Frederick Douglass Allen is Toledo’s first known Black American artist. What I was able to find out about him –
Born on April 25, 1886, Frederick Douglass Allen was the son of Thomas, a sleeping car porter, and Anna, whose family was from Delaware. Frederick was educated at the the Toledo Polytechnic School and trained as an artist. As listed in the City Directory, he was a professional designer and decorator. In the early 1930’s he is a portrait painter and married to Antoinette. The last appearance of Frederick Allen in the directories is in 1935, but without Antoinette.

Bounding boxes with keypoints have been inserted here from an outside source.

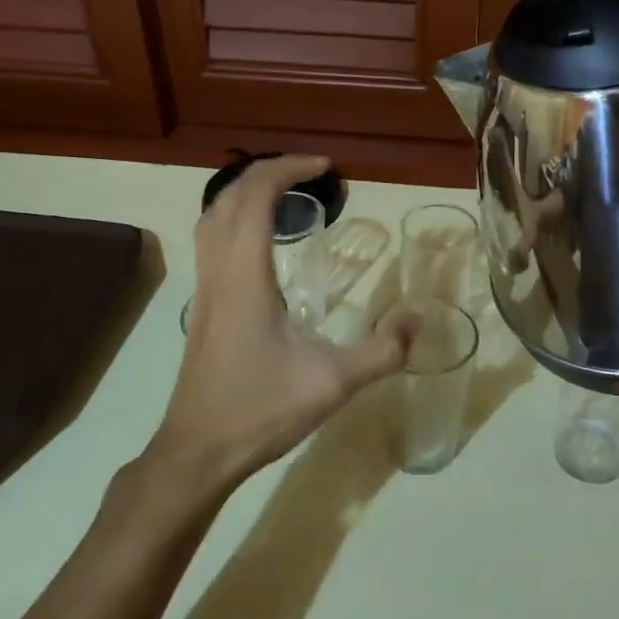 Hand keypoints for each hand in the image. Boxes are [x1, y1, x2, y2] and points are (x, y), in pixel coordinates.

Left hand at [150, 155, 416, 491]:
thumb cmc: (260, 410)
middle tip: (311, 173)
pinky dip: (235, 218)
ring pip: (212, 216)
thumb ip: (382, 351)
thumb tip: (421, 321)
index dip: (288, 169)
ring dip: (245, 192)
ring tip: (286, 195)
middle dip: (268, 171)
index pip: (257, 197)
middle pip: (229, 196)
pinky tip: (263, 242)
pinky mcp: (203, 306)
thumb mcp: (332, 382)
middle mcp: (219, 271)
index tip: (325, 167)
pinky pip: (211, 240)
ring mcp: (205, 288)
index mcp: (246, 275)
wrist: (198, 452) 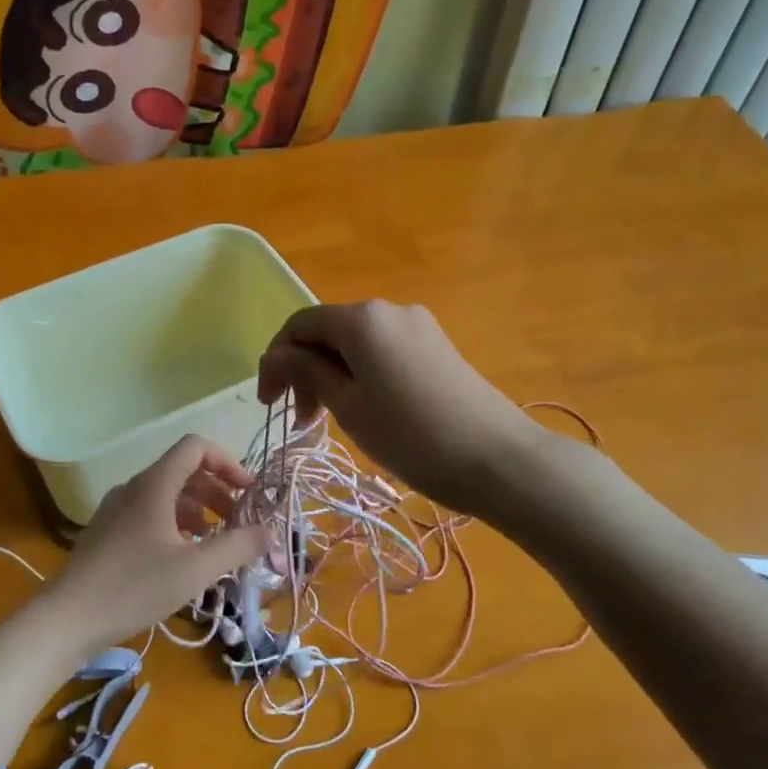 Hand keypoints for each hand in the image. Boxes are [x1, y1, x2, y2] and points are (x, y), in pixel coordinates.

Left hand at [40, 435, 267, 654]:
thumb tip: (269, 531)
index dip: (228, 462)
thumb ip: (236, 546)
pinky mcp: (109, 532)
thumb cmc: (134, 587)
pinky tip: (184, 558)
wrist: (67, 618)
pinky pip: (151, 514)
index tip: (249, 493)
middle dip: (219, 492)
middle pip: (185, 471)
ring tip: (217, 544)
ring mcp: (118, 509)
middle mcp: (135, 487)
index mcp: (155, 484)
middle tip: (240, 523)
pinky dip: (176, 525)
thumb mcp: (195, 569)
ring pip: (168, 495)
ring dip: (199, 511)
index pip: (196, 447)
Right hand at [256, 301, 536, 515]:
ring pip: (356, 345)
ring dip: (332, 376)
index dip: (275, 360)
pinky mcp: (437, 347)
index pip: (299, 324)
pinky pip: (383, 353)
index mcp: (362, 318)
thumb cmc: (410, 434)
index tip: (268, 404)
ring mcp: (418, 327)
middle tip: (302, 421)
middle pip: (328, 332)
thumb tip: (277, 355)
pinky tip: (366, 410)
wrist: (499, 458)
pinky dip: (361, 376)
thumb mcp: (347, 405)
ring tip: (330, 420)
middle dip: (304, 371)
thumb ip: (306, 372)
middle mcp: (389, 310) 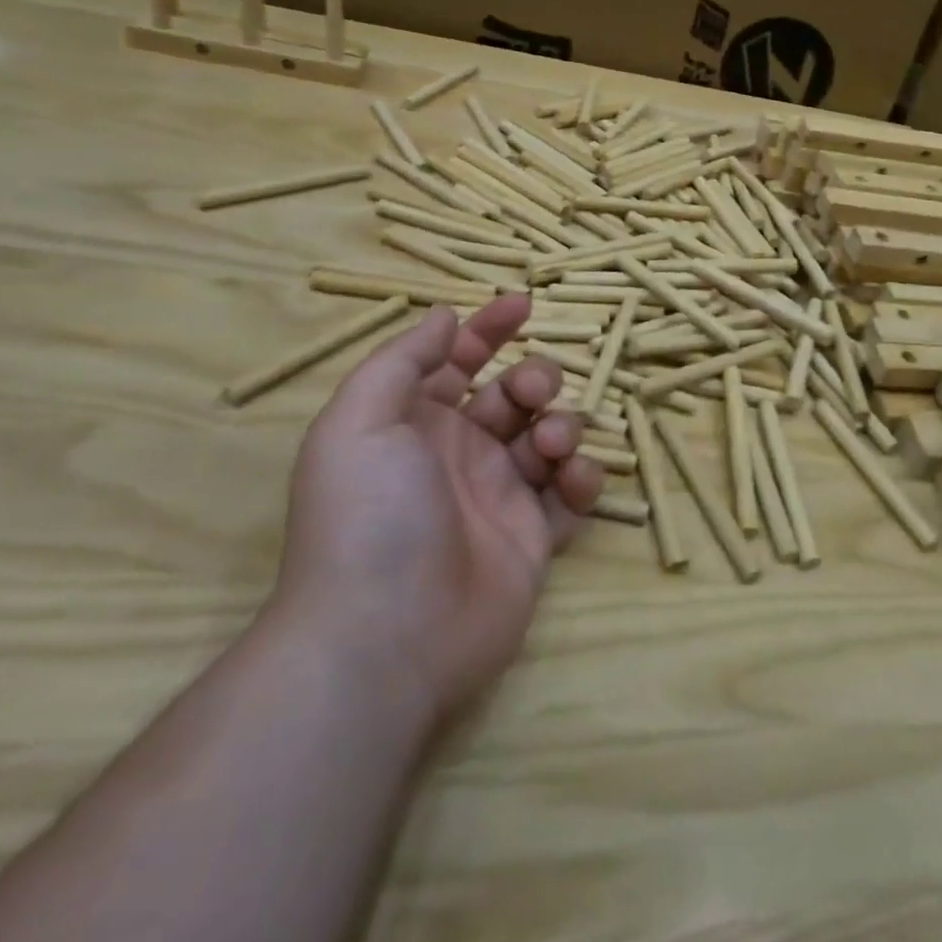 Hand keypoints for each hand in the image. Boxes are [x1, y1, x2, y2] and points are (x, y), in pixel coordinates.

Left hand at [271, 294, 603, 722]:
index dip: (488, 329)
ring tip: (550, 448)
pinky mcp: (534, 539)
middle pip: (514, 395)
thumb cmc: (369, 516)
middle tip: (533, 395)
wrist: (387, 637)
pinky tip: (573, 480)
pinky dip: (582, 478)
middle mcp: (460, 455)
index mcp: (416, 424)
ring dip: (562, 425)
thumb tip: (444, 316)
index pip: (458, 362)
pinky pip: (571, 495)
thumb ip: (402, 360)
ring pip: (550, 437)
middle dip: (536, 379)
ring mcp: (500, 497)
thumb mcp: (359, 422)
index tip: (524, 303) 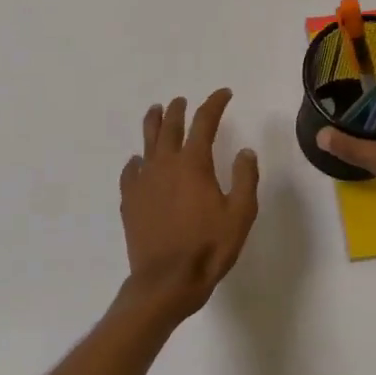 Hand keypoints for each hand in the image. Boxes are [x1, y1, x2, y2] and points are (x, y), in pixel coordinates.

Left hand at [119, 89, 260, 320]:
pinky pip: (131, 172)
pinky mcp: (130, 201)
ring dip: (153, 123)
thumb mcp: (240, 214)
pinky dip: (136, 161)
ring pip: (146, 142)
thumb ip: (245, 179)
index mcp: (194, 164)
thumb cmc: (209, 248)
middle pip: (170, 126)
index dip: (215, 104)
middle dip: (179, 110)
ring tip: (155, 112)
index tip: (224, 94)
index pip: (205, 122)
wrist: (167, 280)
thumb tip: (245, 151)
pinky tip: (138, 162)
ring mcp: (143, 182)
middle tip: (183, 101)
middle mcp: (165, 165)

In 1942 when Frederick was 56 he started a job with the lithograph department in the government printing office in Washington, where he worked for at least 5 years, as reported in the Blade in 1947 when he returned to Toledo for a visit.
Fred was one of the first students of the Toledo Museum School of Design. He was a member of the Art Student’s Guild, and one of the first members of the Toledo Art Klan in 1913. He exhibited at the 135th St. Branch of the New York Library. He studied for 3 years at the Chicago Art Institute, where he exhibited in 1916 when he was 30. He exhibited at the Toledo Museum of Art in 1927 and 1931. He was in the First Annual Exhibition of the Toledo Federation of Art Societies in 1918, and again in 1921, 1922, 1929, 1931, 1933, 1935 and 1936.
Notes on his existing artwork: Paintings in Toledo — Rev. T.D. Scott, hung at M.E. Church, at least until 1935 Postmaster W. T. Huntsman for St. John’s Church Other paintings — Dr. R. R. Wright, Jr. president of Wilberforce University, painted in 1934, and Richard B. Harrison (“De Lawd”) painted in 1935 after the actor’s death. The Toledo Museum shows were probably: May 1-31, 1927 – Work of the Public Schools and The Museum School of Design – Oct 1-31, 1931, Exhibition of the Work of the Public Schools and The Museum School of Design.
When he died is yet to be found out — his government records could have been destroyed in a fire in Kansas City.